Saved data entries
#####

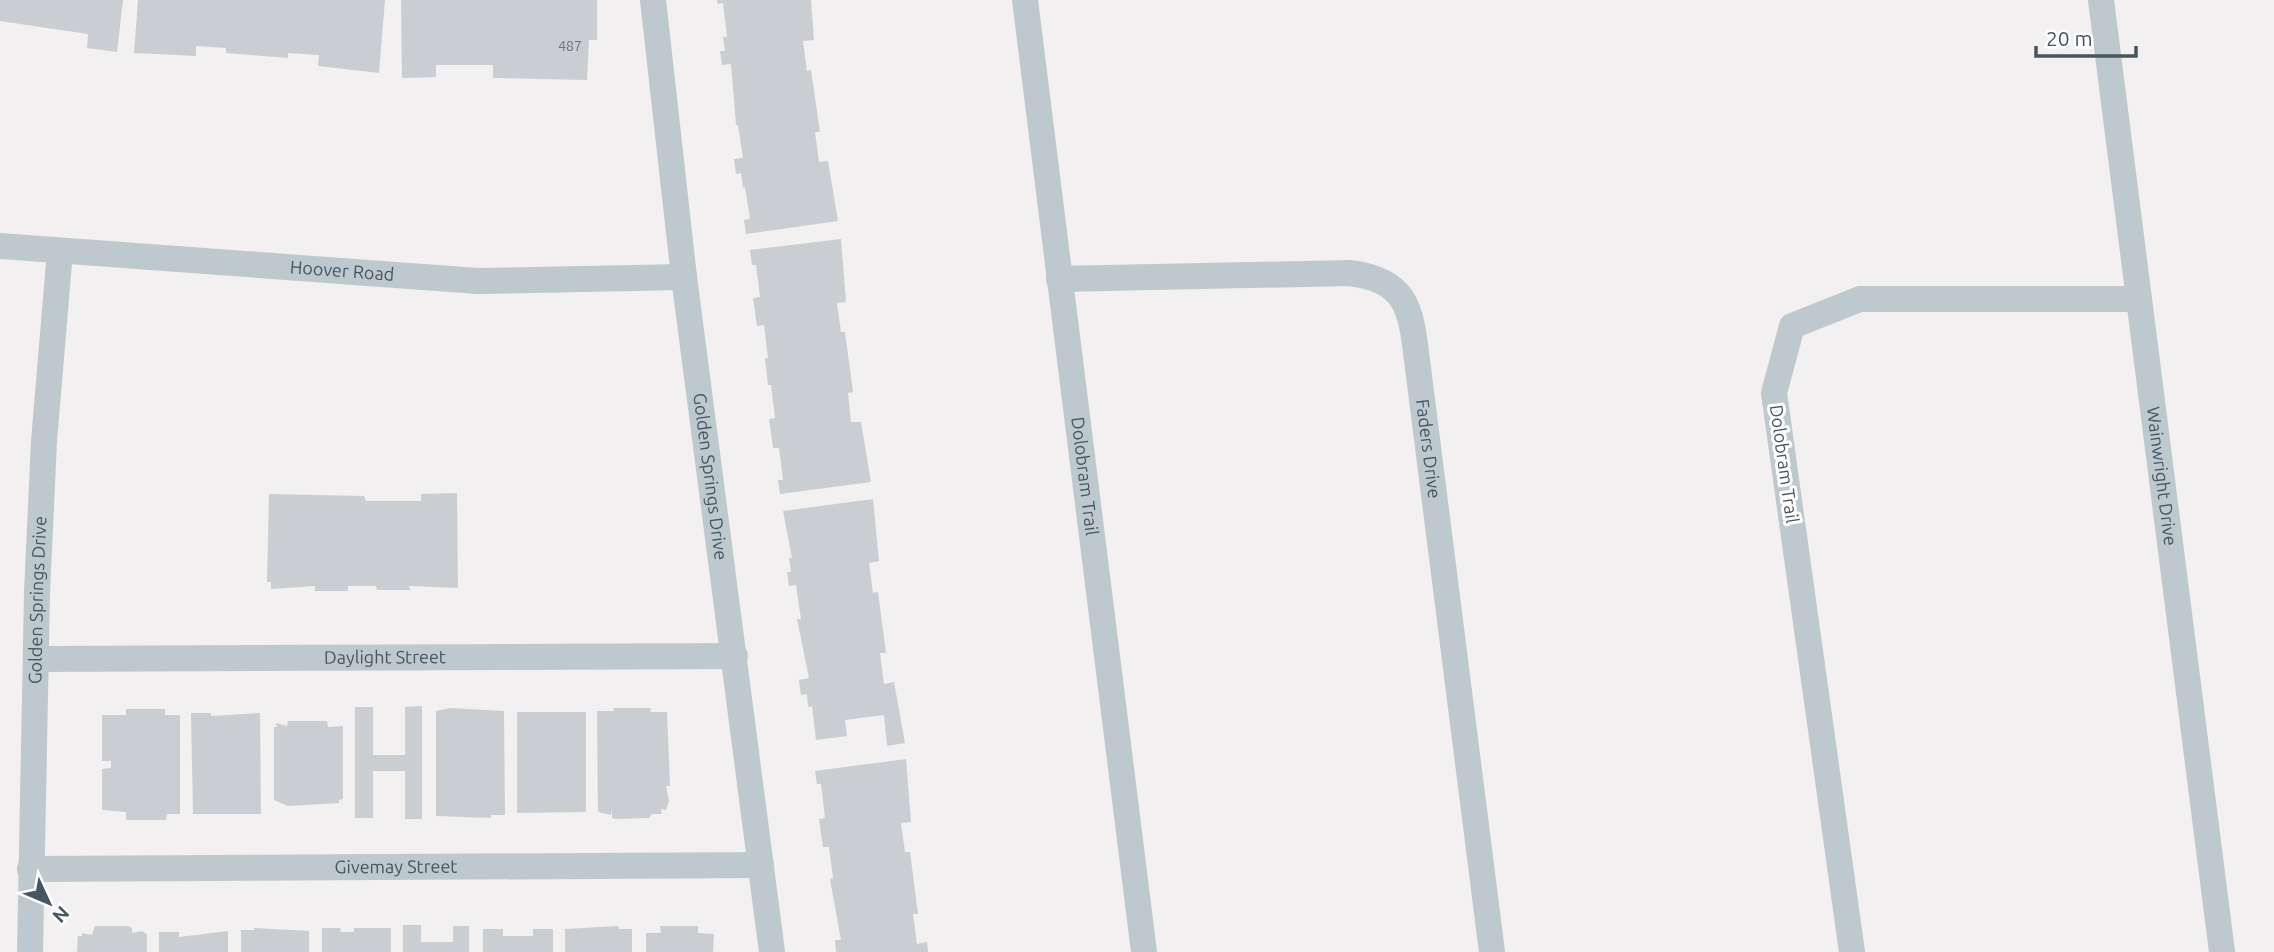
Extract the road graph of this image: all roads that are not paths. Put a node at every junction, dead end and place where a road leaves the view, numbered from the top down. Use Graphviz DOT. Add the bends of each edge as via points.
graph roads {
  1 [pos="653,0"];
  2 [pos="1025,0"];
  3 [pos="2101,0"];
  4 [pos="0,246"];
  5 [pos="61,251"];
  6 [pos="684,277"];
  7 [pos="1059,279"];
  8 [pos="2139,299"];
  9 [pos="735,656"];
  10 [pos="37,659"];
  11 [pos="761,865"];
  12 [pos="30,869"];
  13 [pos="30,952"];
  14 [pos="772,952"];
  15 [pos="1144,952"];
  16 [pos="1492,952"];
  17 [pos="1852,952"];
  18 [pos="2222,952"];
  1 -- 6 [label="street, Golden Springs Drive"];
  2 -- 7 [label="street, Dolobram Trail"];
  3 -- 8 [label="street, Wainwright Drive"];
  4 -- 5 [label="street, Hoover Road"];
  5 -- 6 [label="street, Hoover Road" via="478,281"];
  5 -- 10 [label="street, Golden Springs Drive" via="44,441"];
  6 -- 9 [label="street, Golden Springs Drive"];
  7 -- 15 [label="street, Dolobram Trail"];
  7 -- 16 [label="street, Faders Drive" via="1349,273 1369,275 1405,299 1417,356"];
  8 -- 17 [label="street, Dolobram Trail" via="1860,299 1792,326 1774,393"];
  8 -- 18 [label="street, Wainwright Drive"];
  9 -- 10 [label="street, Daylight Street"];
  9 -- 11 [label="street, Golden Springs Drive"];
  10 -- 12 [label="street, Golden Springs Drive"];
  11 -- 12 [label="street, Givemay Street"];
  11 -- 14 [label="street, Golden Springs Drive"];
  12 -- 13 [label="street, Golden Springs Drive"];
}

#####

What you are asked to do
The number of lines in the records that include "Wainwright" is what is needed, with no other words.

Result of this exercise
2